Прогремел выстрел, и тело цыгана свалилось вниз. Чья-то меткая пуля перебила веревку.
— Подлец! Он живуч как кошка! — крикнул Лейхтвейс. — Вон он бежит как заяц. Прямо в лес. Ему удалось спастись от верной смерти.
Цыгана спас рыжий Иост. Когда он увидел, что цыган повис на веревке, он сообразил, что надо спасти его, так как иначе ему самому грозила гибель. Он прицелился и выстрелил. Пуля попала в цель. Риго благополучно свалился на кучу свежего сена, так что не повредил себе ничего.

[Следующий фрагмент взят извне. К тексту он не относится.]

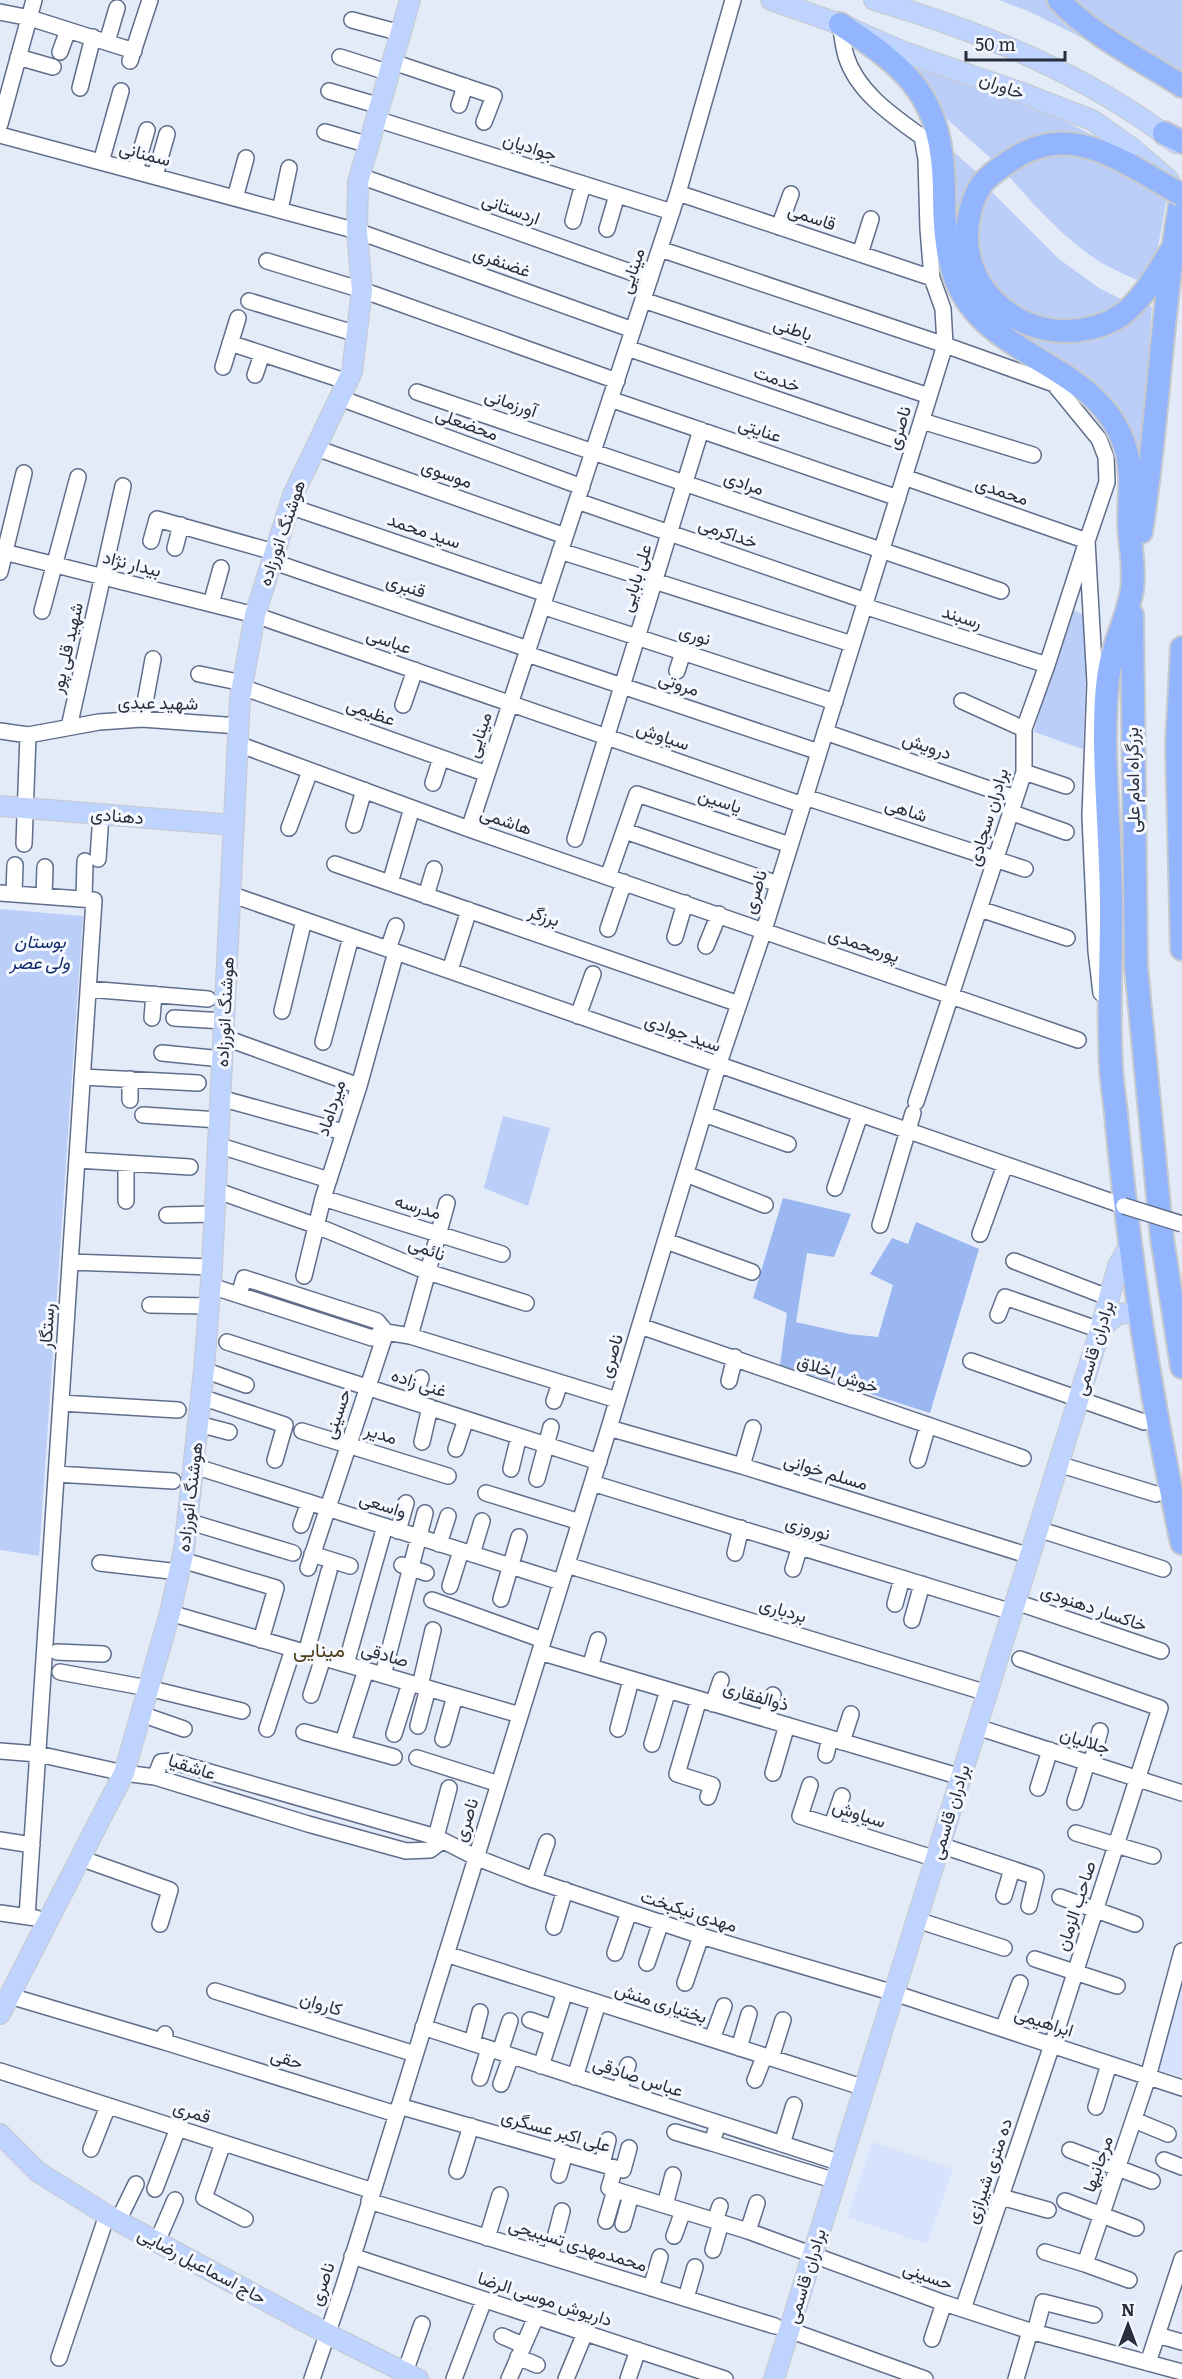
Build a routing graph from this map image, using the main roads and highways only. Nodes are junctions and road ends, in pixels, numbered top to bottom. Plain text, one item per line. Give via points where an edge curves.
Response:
1 (771, 0) edge
2 (874, 0) edge
3 (1059, 0) edge
4 (407, 1) edge
5 (840, 24) junction
6 (1182, 86) edge
7 (1173, 138) edge
8 (1182, 147) edge
9 (1131, 157) junction
10 (1182, 193) edge
11 (1173, 247) junction
12 (1132, 588) junction
13 (1182, 648) edge
14 (0, 806) edge
15 (234, 825) junction
16 (1182, 949) edge
17 (1129, 1246) junction
18 (1140, 1317) junction
19 (1100, 1330) junction
20 (1182, 1367) edge
21 (1182, 1543) edge
22 (4, 2003) edge
23 (0, 2134) edge
24 (411, 2376) edge
25 (774, 2379) edge

1 - 5 main road, خاوران
2 - 7 main road, خاوران via 934,18 1032,57 1084,82
3 - 6 highway via 1091,27
4 - 15 main road, هوشنگ انورزاده via 360,176 357,231 362,290 352,372 289,506 255,615 242,685
5 - 9 main road, خاوران via 904,52 1092,120
5 - 12 highway via 884,53 916,86 929,106 942,146 950,258 965,299 992,330 1085,390 1113,420 1125,446 1129,468
7 - 8 main road, خاوران
9 - 10 highway, bridge
9 - 11 highway via 1070,143 1033,148 1000,168 982,184 970,210 968,252 979,282 1001,310 1024,323 1046,329 1085,330 1123,314 1149,285
10 - 11 highway, بزرگراه امام علی
11 - 12 highway, بزرگراه امام علی via 1148,490
12 - 17 highway via 1110,665 1105,741 1111,855 1111,1067
12 - 20 highway, بزرگراه امام علی via 1136,966 1162,1238
13 - 16 highway via 1177,744
14 - 15 main road, دهنادی
15 - 22 main road, هوشنگ انورزاده via 209,1306 181,1566 124,1773
17 - 18 highway
17 - 19 main road, برادران قاسمی via 1118,1266
18 - 19 main road via 1127,1312 1116,1314
18 - 21 highway
19 - 25 main road, برادران قاسمی via 813,2255 782,2328
23 - 24 main road, حاج اسماعیل رضایی via 38,2172 113,2218

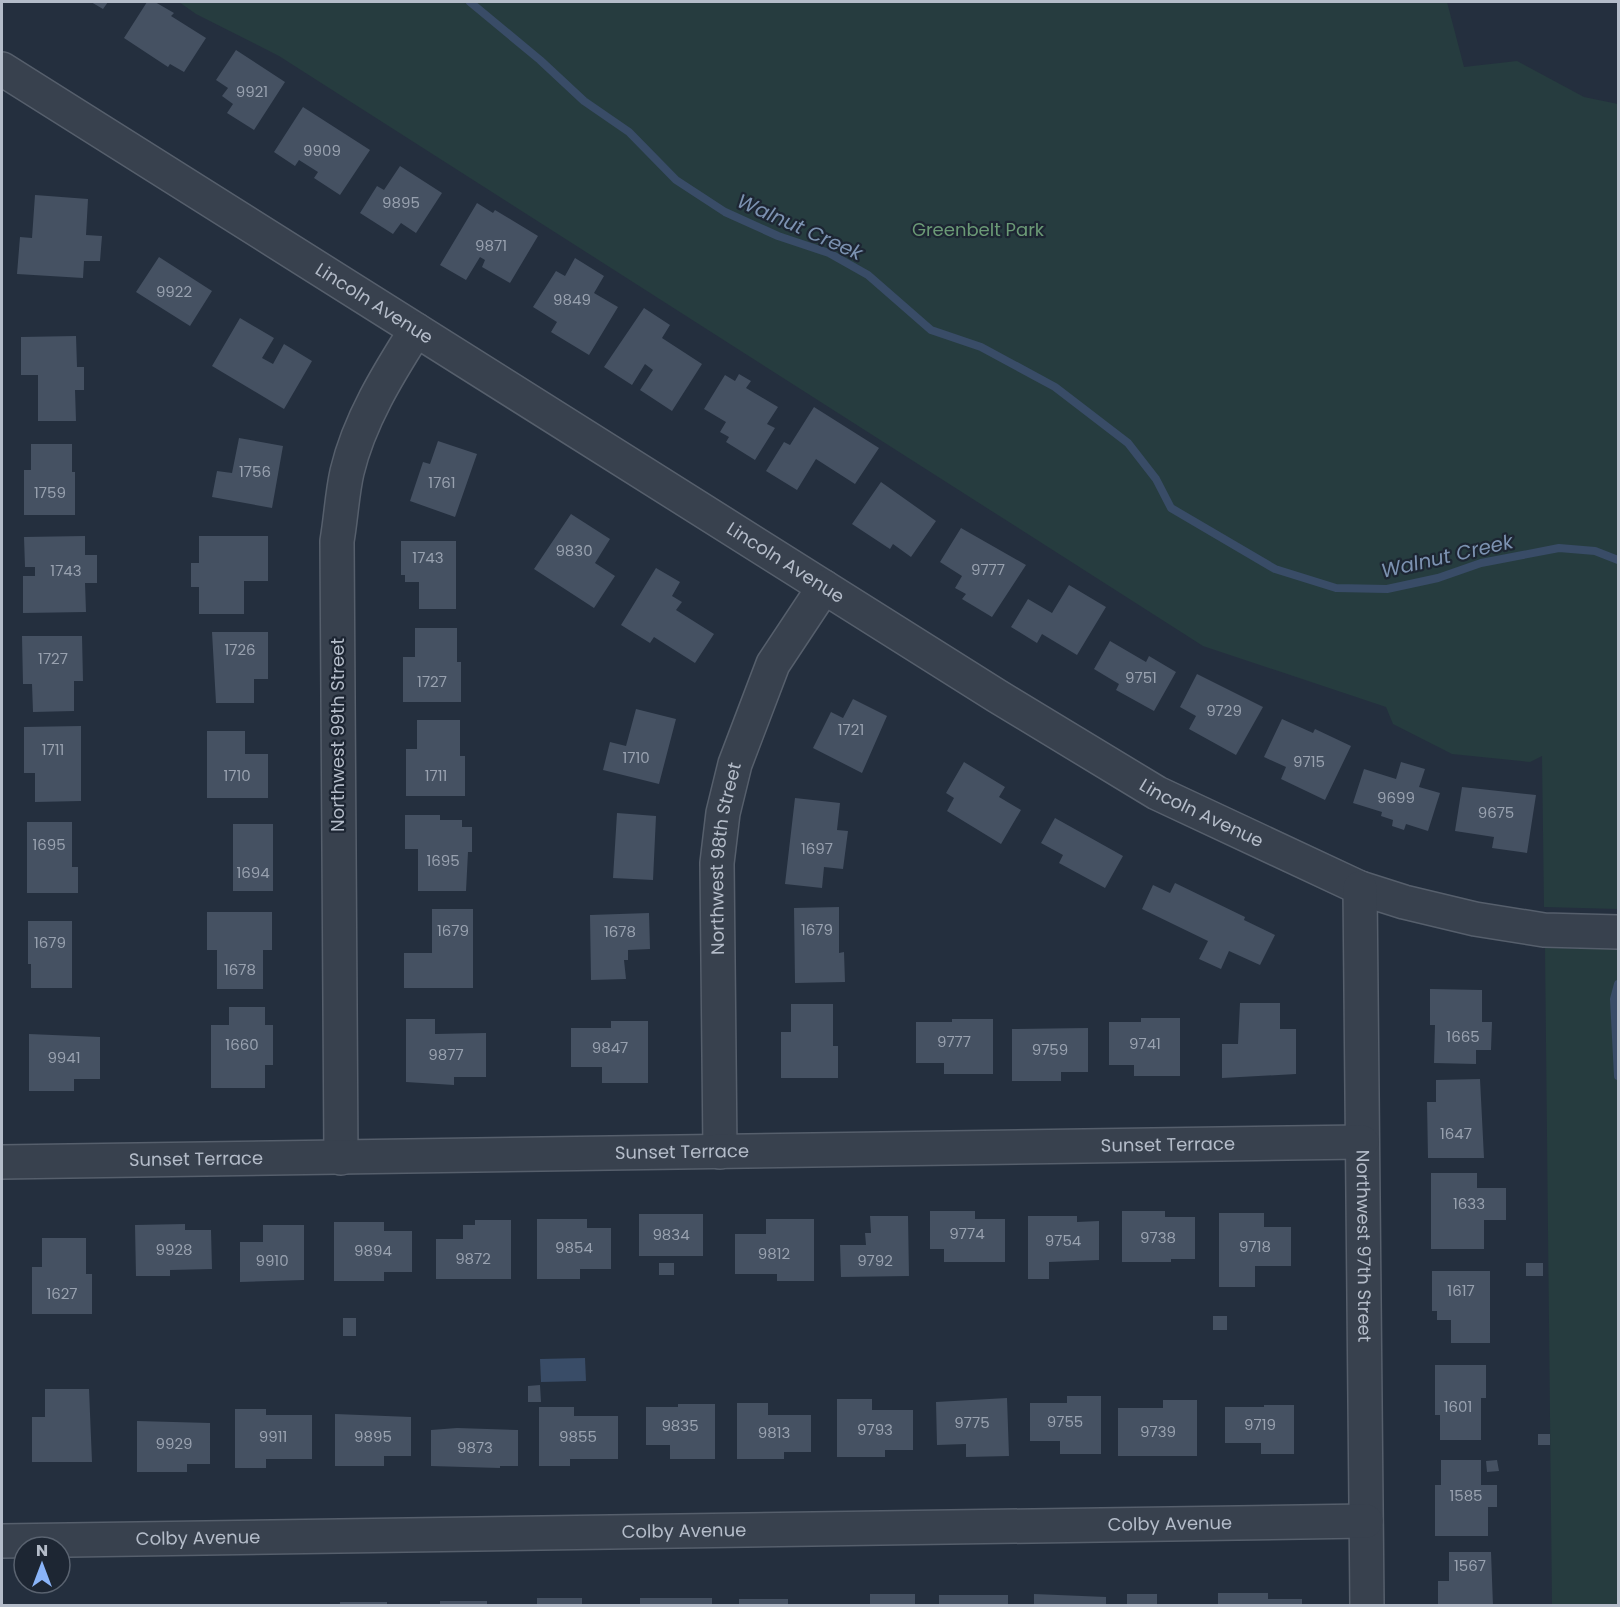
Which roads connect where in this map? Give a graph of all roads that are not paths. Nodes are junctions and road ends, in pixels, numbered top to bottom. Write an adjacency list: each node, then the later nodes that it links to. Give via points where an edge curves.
1 (6, 82): 2 (street, Lincoln Avenue)
2 (416, 330): 3 (street, Lincoln Avenue); 8 (street, Northwest 99th Street, via 357,439 347,472 338,541)
3 (824, 587): 4 (street, Lincoln Avenue, via 1157,794); 7 (street, Northwest 98th Street, via 773,664 738,754 723,813 717,863)
4 (1360, 888): 5 (street, Lincoln Avenue, via 1475,919 1544,930); 6 (street, Northwest 97th Street)
5 (1618, 932)
6 (1362, 1142): 7 (street, Sunset Terrace); 10 (street, Northwest 97th Street)
7 (720, 1152): 8 (street, Sunset Terrace)
8 (340, 1158): 9 (street, Sunset Terrace)
9 (2, 1162)
10 (1366, 1521): 11 (street, Colby Avenue); 12 (street, Northwest 97th Street)
11 (2, 1540)
12 (1367, 1605)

Вместе с Иостом он скрылся в лесу.
— Если мне и не удалось наказать этого негодяя, — обратился Лейхтвейс к Елизавете, — то я все-таки помешал ему исполнить свое гнусное намерение. А теперь прощай, Елизавета. В другой раз запирай получше свою дверь и скажи твоему отцу, чтобы он, вместо того, чтобы разыскивать в лесу Лейхтвейса, получше сторожил свой дом, так как иначе могут похитить счастье его дочери.